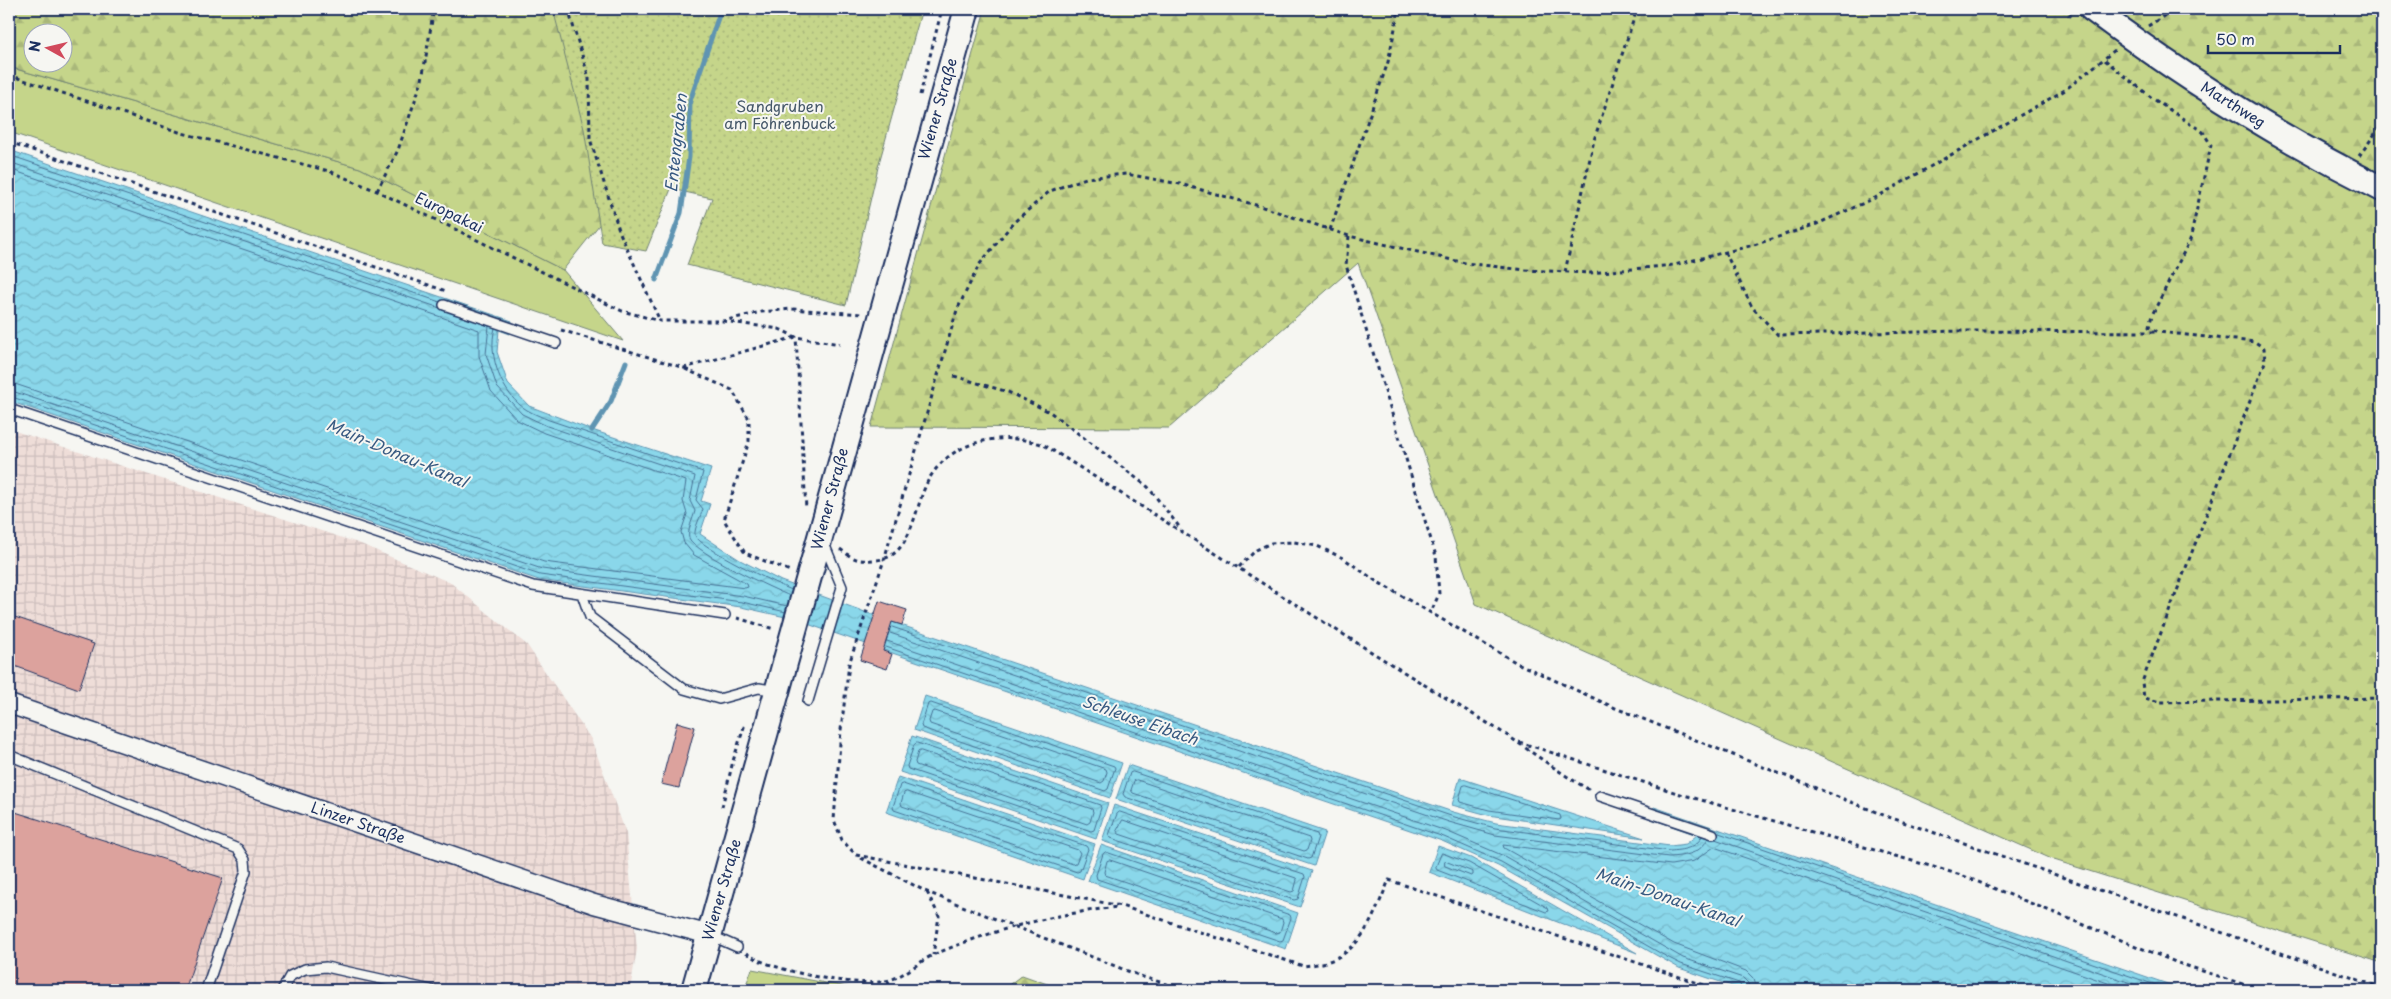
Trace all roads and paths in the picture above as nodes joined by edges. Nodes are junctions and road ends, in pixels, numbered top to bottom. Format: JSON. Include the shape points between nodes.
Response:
{"nodes":[{"id":1,"x":437,"y":9,"type":"edge"},
{"id":2,"x":568,"y":9,"type":"edge"},
{"id":3,"x":967,"y":9,"type":"edge"},
{"id":4,"x":1399,"y":9,"type":"edge"},
{"id":5,"x":1637,"y":9,"type":"edge"},
{"id":6,"x":2092,"y":9,"type":"edge"},
{"id":7,"x":2175,"y":9,"type":"edge"},
{"id":8,"x":2368,"y":9,"type":"edge"},
{"id":9,"x":2382,"y":17,"type":"edge"},
{"id":10,"x":2130,"y":37,"type":"junction"},
{"id":11,"x":2105,"y":60,"type":"junction"},
{"id":12,"x":9,"y":75,"type":"edge"},
{"id":13,"x":2382,"y":124,"type":"edge"},
{"id":14,"x":9,"y":142,"type":"edge"},
{"id":15,"x":2348,"y":171,"type":"junction"},
{"id":16,"x":2382,"y":188,"type":"edge"},
{"id":17,"x":377,"y":191,"type":"junction"},
{"id":18,"x":1330,"y":230,"type":"junction"},
{"id":19,"x":1349,"y":236,"type":"junction"},
{"id":20,"x":1725,"y":252,"type":"junction"},
{"id":21,"x":1565,"y":272,"type":"junction"},
{"id":22,"x":447,"y":291,"type":"dead end"},
{"id":23,"x":444,"y":305,"type":"dead end"},
{"id":24,"x":881,"y":316,"type":"junction"},
{"id":25,"x":723,"y":321,"type":"junction"},
{"id":26,"x":660,"y":322,"type":"junction"},
{"id":27,"x":558,"y":329,"type":"dead end"},
{"id":28,"x":2158,"y":332,"type":"junction"},
{"id":29,"x":796,"y":337,"type":"junction"},
{"id":30,"x":556,"y":343,"type":"dead end"},
{"id":31,"x":840,"y":344,"type":"dead end"},
{"id":32,"x":684,"y":368,"type":"junction"},
{"id":33,"x":954,"y":376,"type":"dead end"},
{"id":34,"x":9,"y":409,"type":"edge"},
{"id":35,"x":1184,"y":532,"type":"junction"},
{"id":36,"x":820,"y":534,"type":"junction"},
{"id":37,"x":884,"y":560,"type":"junction"},
{"id":38,"x":1239,"y":567,"type":"junction"},
{"id":39,"x":802,"y":574,"type":"junction"},
{"id":40,"x":582,"y":594,"type":"junction"},
{"id":41,"x":1431,"y":612,"type":"junction"},
{"id":42,"x":725,"y":615,"type":"joint"},
{"id":43,"x":786,"y":633,"type":"junction"},
{"id":44,"x":777,"y":691,"type":"junction"},
{"id":45,"x":2382,"y":698,"type":"edge"},
{"id":46,"x":808,"y":701,"type":"dead end"},
{"id":47,"x":9,"y":704,"type":"edge"},
{"id":48,"x":1516,"y":741,"type":"junction"},
{"id":49,"x":9,"y":755,"type":"edge"},
{"id":50,"x":1600,"y":796,"type":"joint"},
{"id":51,"x":1713,"y":834,"type":"dead end"},
{"id":52,"x":856,"y":855,"type":"junction"},
{"id":53,"x":926,"y":892,"type":"junction"},
{"id":54,"x":1121,"y":906,"type":"junction"},
{"id":55,"x":1014,"y":925,"type":"junction"},
{"id":56,"x":710,"y":934,"type":"junction"},
{"id":57,"x":737,"y":947,"type":"joint"},
{"id":58,"x":933,"y":955,"type":"junction"},
{"id":59,"x":888,"y":981,"type":"junction"},
{"id":60,"x":2382,"y":988,"type":"edge"},
{"id":61,"x":206,"y":990,"type":"edge"},
{"id":62,"x":282,"y":990,"type":"edge"},
{"id":63,"x":430,"y":990,"type":"edge"},
{"id":64,"x":694,"y":990,"type":"edge"},
{"id":65,"x":890,"y":990,"type":"edge"},
{"id":66,"x":1188,"y":990,"type":"edge"},
{"id":67,"x":1719,"y":990,"type":"edge"},
{"id":68,"x":2261,"y":990,"type":"edge"}],
"edges":[{"from":1,"to":17,"type":"path","via":[[433,14],[422,80],[398,150]]},
{"from":2,"to":26,"type":"path","via":[[589,78],[590,139],[620,233]]},
{"from":3,"to":24,"type":"main road","name":"Wiener Straße"},
{"from":4,"to":18,"type":"path","via":[[1388,62]]},
{"from":5,"to":21,"type":"path","via":[[1594,140]]},
{"from":6,"to":10,"type":"main road","name":"Marthweg"},
{"from":7,"to":10,"type":"path"},
{"from":8,"to":9,"type":"path"},
{"from":10,"to":11,"type":"path"},
{"from":10,"to":15,"type":"main road","name":"Marthweg","via":[[2262,124]]},
{"from":11,"to":20,"type":"path","via":[[2065,90],[1875,198],[1817,224]]},
{"from":11,"to":28,"type":"path","via":[[2152,98],[2203,132],[2211,145],[2190,240],[2152,315],[2149,327]]},
{"from":12,"to":17,"type":"path","name":"Europakai","via":[[182,133],[329,171]]},
{"from":13,"to":15,"type":"path"},
{"from":14,"to":22,"type":"path"},
{"from":15,"to":16,"type":"main road","name":"Marthweg"},
{"from":17,"to":26,"type":"path","name":"Europakai","via":[[622,311]]},
{"from":18,"to":19,"type":"path"},
{"from":18,"to":37,"type":"path","via":[[1180,184],[1126,174],[1086,178],[1050,191],[1013,223],[979,265],[957,310]]},
{"from":19,"to":21,"type":"path","via":[[1465,263]]},
{"from":19,"to":41,"type":"path","via":[[1346,265],[1436,556],[1439,594]]},
{"from":20,"to":21,"type":"path","via":[[1674,265],[1590,273]]},
{"from":20,"to":28,"type":"path","via":[[1752,308],[1778,335],[1963,331]]},
{"from":23,"to":30,"type":"lane"},
{"from":24,"to":25,"type":"path","name":"Europakai","via":[[792,309]]},
{"from":24,"to":36,"type":"main road","name":"Wiener Straße"},
{"from":25,"to":26,"type":"path","name":"Europakai"},
{"from":25,"to":29,"type":"path","via":[[779,329]]},
{"from":27,"to":32,"type":"path"},
{"from":28,"to":45,"type":"path","via":[[2255,342],[2264,348],[2266,362],[2142,682],[2144,698],[2161,702]]},
{"from":29,"to":31,"type":"path"},
{"from":29,"to":32,"type":"path"},
{"from":29,"to":36,"type":"path","via":[[804,494],[808,523]]},
{"from":32,"to":39,"type":"path","via":[[732,390],[749,420],[749,441],[724,520],[744,553]]},
{"from":33,"to":35,"type":"path","via":[[1008,392],[1050,412],[1148,487]]},
{"from":34,"to":40,"type":"lane","via":[[533,586]]},
{"from":35,"to":37,"type":"path","via":[[1044,446],[1027,439],[994,438],[968,445],[946,459],[929,479],[907,537]]},
{"from":35,"to":38,"type":"path"},
{"from":36,"to":37,"type":"path","via":[[857,561]]},
{"from":36,"to":39,"type":"main road","name":"Wiener Straße"},
{"from":36,"to":46,"type":"lane","via":[[842,587]]},
{"from":37,"to":52,"type":"path","via":[[849,664],[840,730],[834,820],[842,840]]},
{"from":38,"to":41,"type":"path","via":[[1256,550],[1271,543],[1317,546],[1343,558]]},
{"from":38,"to":48,"type":"path"},
{"from":39,"to":43,"type":"main road","name":"Wiener Straße"},
{"from":40,"to":42,"type":"lane"},
{"from":40,"to":44,"type":"lane","via":[[590,617],[684,689],[719,699],[759,688]]},
{"from":41,"to":60,"type":"path","via":[[1517,663],[1613,707],[1886,816]]},
{"from":42,"to":43,"type":"path"},
{"from":43,"to":44,"type":"main road","name":"Wiener Straße"},
{"from":44,"to":56,"type":"main road","name":"Wiener Straße"},
{"from":47,"to":56,"type":"street","name":"Linzer Straße","via":[[594,904]]},
{"from":48,"to":50,"type":"path"},
{"from":48,"to":68,"type":"path","via":[[1677,793],[1961,875],[2178,963]]},
{"from":49,"to":61,"type":"lane","via":[[238,849],[245,860],[246,871]]},
{"from":50,"to":51,"type":"lane"},
{"from":52,"to":53,"type":"path"},
{"from":52,"to":54,"type":"path"},
{"from":53,"to":55,"type":"path"},
{"from":53,"to":58,"type":"path","via":[[939,916]]},
{"from":54,"to":55,"type":"path"},
{"from":54,"to":67,"type":"path","via":[[1303,966],[1330,961],[1352,949],[1372,921],[1389,880]]},
{"from":55,"to":58,"type":"path"},
{"from":55,"to":66,"type":"path","via":[[1143,977]]},
{"from":56,"to":57,"type":"lane"},
{"from":56,"to":64,"type":"main road","name":"Wiener Straße"},
{"from":57,"to":59,"type":"path","via":[[757,961],[820,977],[868,984]]},
{"from":58,"to":59,"type":"path"},
{"from":59,"to":65,"type":"path"},
{"from":62,"to":63,"type":"lane","via":[[290,976],[305,969],[326,967]]}]}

(INSTRUCTIONS TO FOLLOW):
Across the listing above, how many lines include the string "dead"? Answer with a single number.

(RESPONSE FOR THIS EXERCISE):
8